DOI: 10.1093/bjs/znad258.406 ISSN:

1285 Management of Acute Cholecystitis – Evaluating the Timing of Laparoscopic Cholecystectomy

M Quaunine, A Wilkins, L Chang, J Walshaw, P Lykoudis
  • Surgery

Abstract

Aim

Current National Institute for Health and Care Excellence Quality Standards (NICE QS104) recommend adults with Acute Cholecystitis (AC) have Early Laparoscopic Cholecystectomy (ELC) within 1 week of diagnosis. If this is not achievable, a Delayed Laparoscopic Cholecystectomy (DLC) should be performed more than 4 weeks after the initial episode. This study evaluated current practice in a tertiary hospital General Surgical department.

Method

All patients presenting with their first presentation with AC between November 2021 and March 2022 were identified from prospectively maintained surgical handovers. Patients admitted with acalculous cholecystitis, under different specialities, residing out of the area, and who self-discharged were excluded. Data was collected from electronic patient records retrospectively.

Results

81 patients were included in the study, 29 males and 52 females.
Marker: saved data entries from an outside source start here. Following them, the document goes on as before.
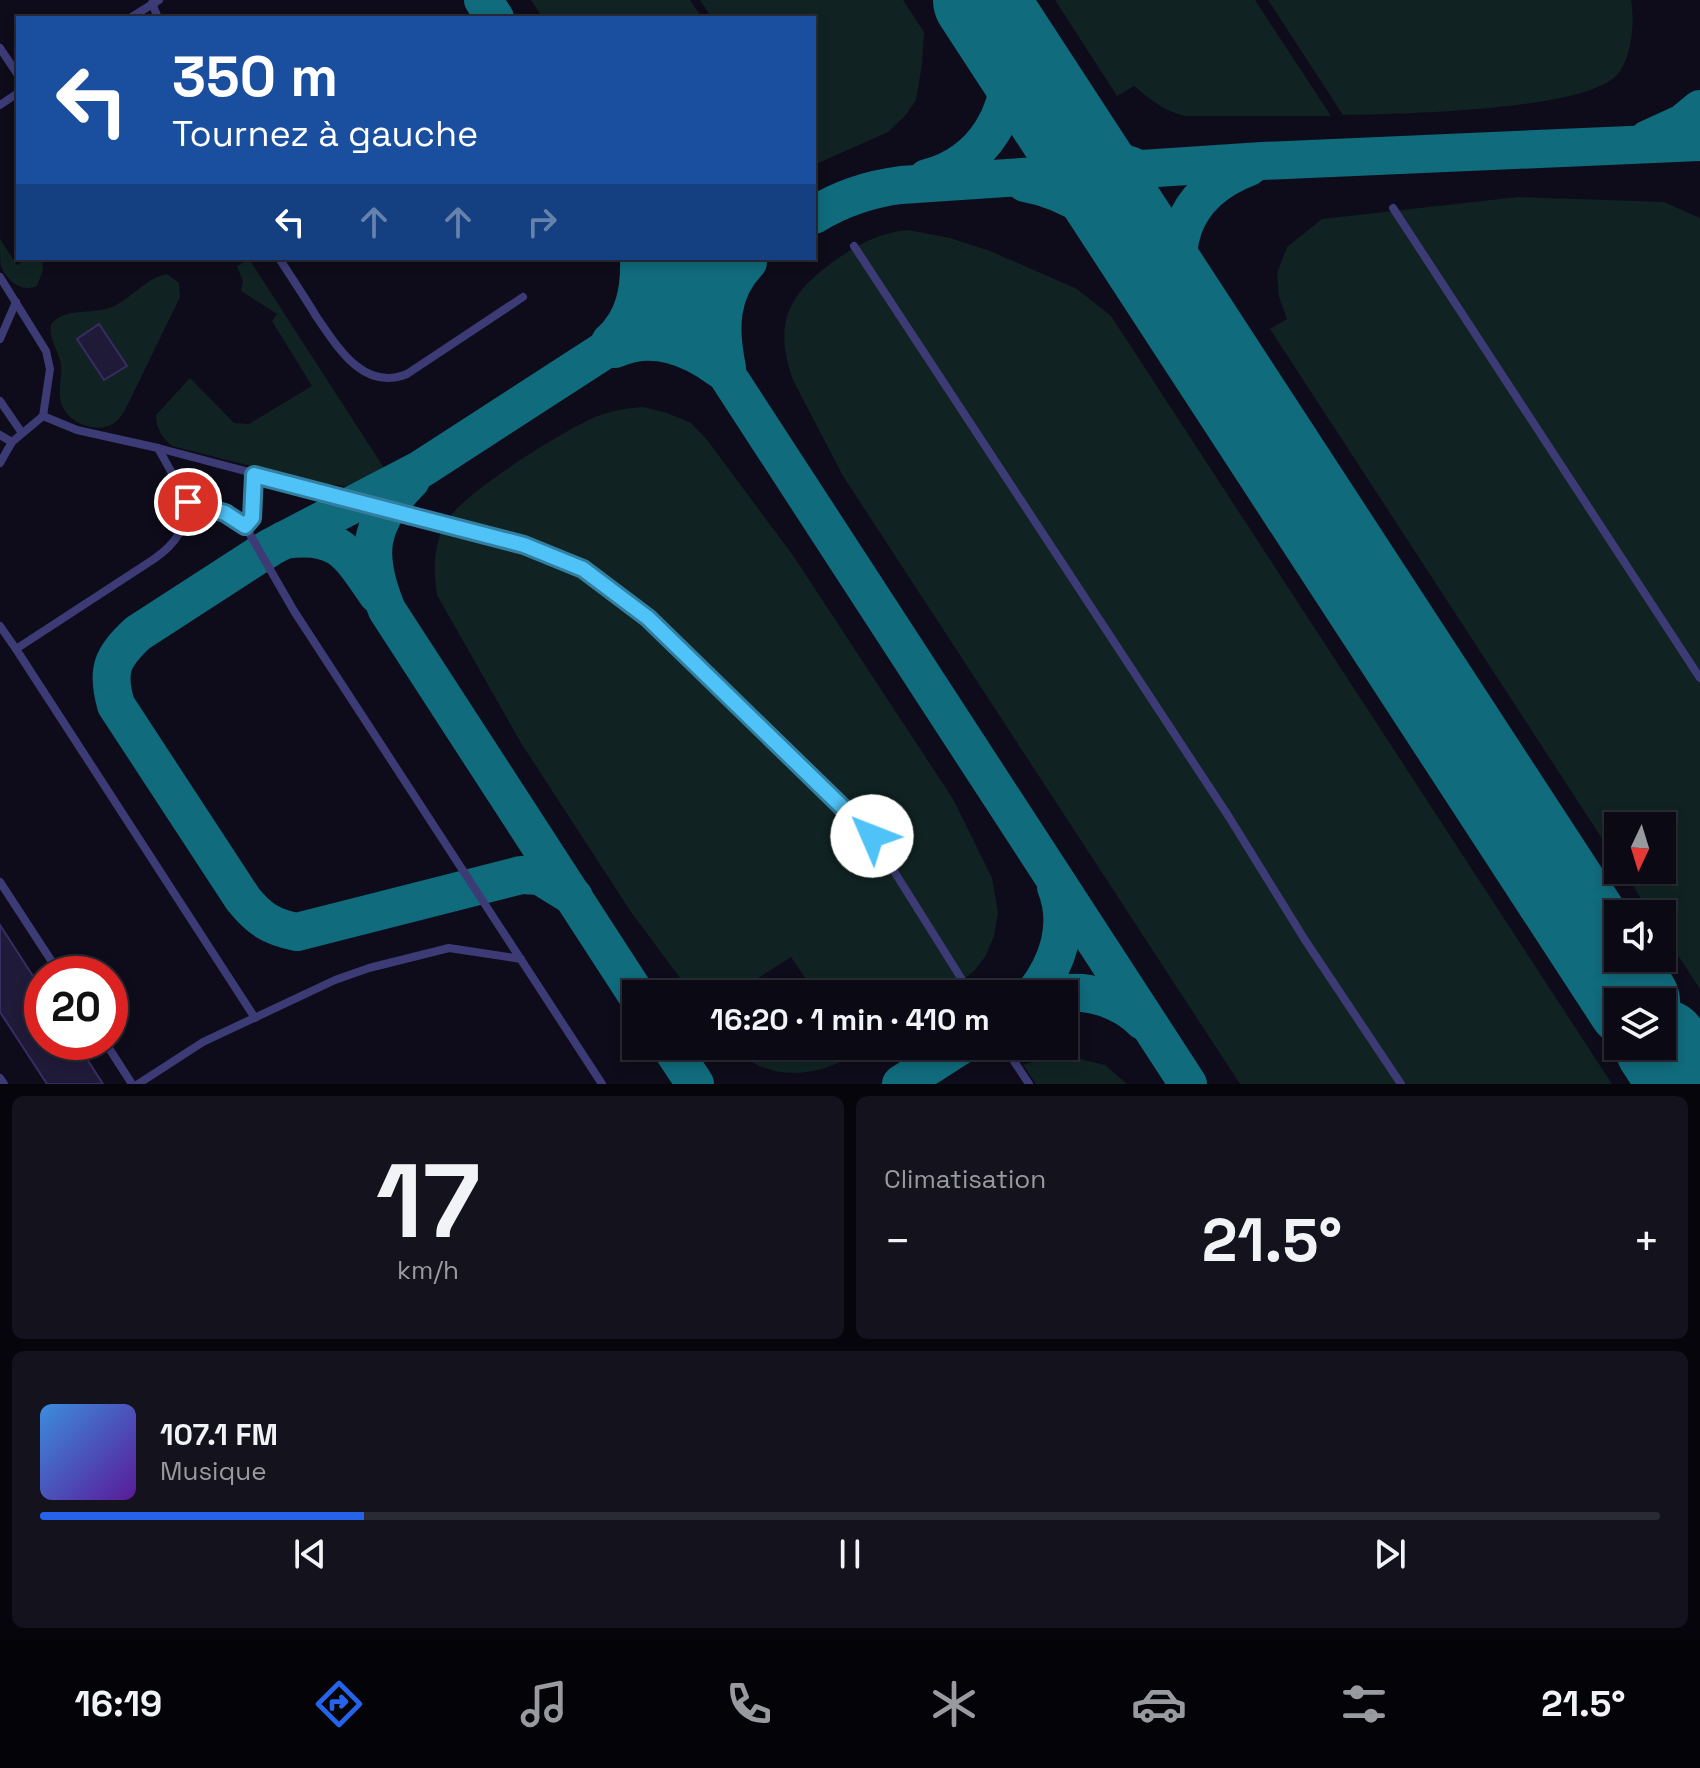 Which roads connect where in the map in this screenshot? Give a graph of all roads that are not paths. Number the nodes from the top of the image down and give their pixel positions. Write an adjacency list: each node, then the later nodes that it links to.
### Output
1 (155, 2): 2 (lane)
2 (133, 16)
3 (0, 48): 4 (lane)
4 (16, 72)
5 (1393, 208): 24 (lane)
6 (854, 246): 37 (lane)
7 (280, 260): 9 (lane)
8 (0, 277): 10 (lane)
9 (523, 297)
10 (16, 302): 11 (lane); 13 (lane)
11 (0, 339)
12 (0, 401): 14 (lane)
13 (43, 416): 14 (lane); 17 (lane)
14 (22, 433): 16 (lane)
15 (0, 435): 16 (lane)
16 (12, 442): 18 (lane)
17 (158, 448): 19 (lane); 20 (lane)
18 (0, 463)
19 (254, 475): 21 (lane); 28 (lane)
20 (188, 502): 21 (lane); 23 (lane)
21 (245, 526): 27 (lane)
22 (0, 626): 23 (lane)
23 (16, 649): 29 (lane)
24 (1700, 678)
25 (0, 882): 26 (lane)
26 (48, 956)
27 (521, 959): 29 (lane); 35 (lane)
28 (962, 980)
29 (255, 1018): 34 (lane)
30 (118, 1060): 34 (lane)
31 (1013, 1060): 36 (lane)
32 (0, 1078): 33 (lane)
33 (4, 1084)
34 (135, 1084)
35 (602, 1084)
36 (1029, 1084)
37 (1401, 1084)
The mean age of included patients was 64. 61 patients were fit for surgical intervention. 14.8% (9) of patients had an ELC within 1 week of diagnosis. 85.5% (52) of patients were planned for DLC after discharge. 13.5% (7) of DLCs were performed within 3 months of discharge and a further 50.0% (26) of DLCs were performed within 6 months of discharge. 21.2% (11) of patients were readmitted to hospital with gallstone-related presentations within 6 months of their discharge whilst awaiting DLC.

Conclusions

This study shows that national standards are currently not being achieved. This is likely due to multifactorial causes, including increasing pressures due to the pandemic. We plan to expand our data and utilise these findings to produce a business case for a regular dedicated ELC list.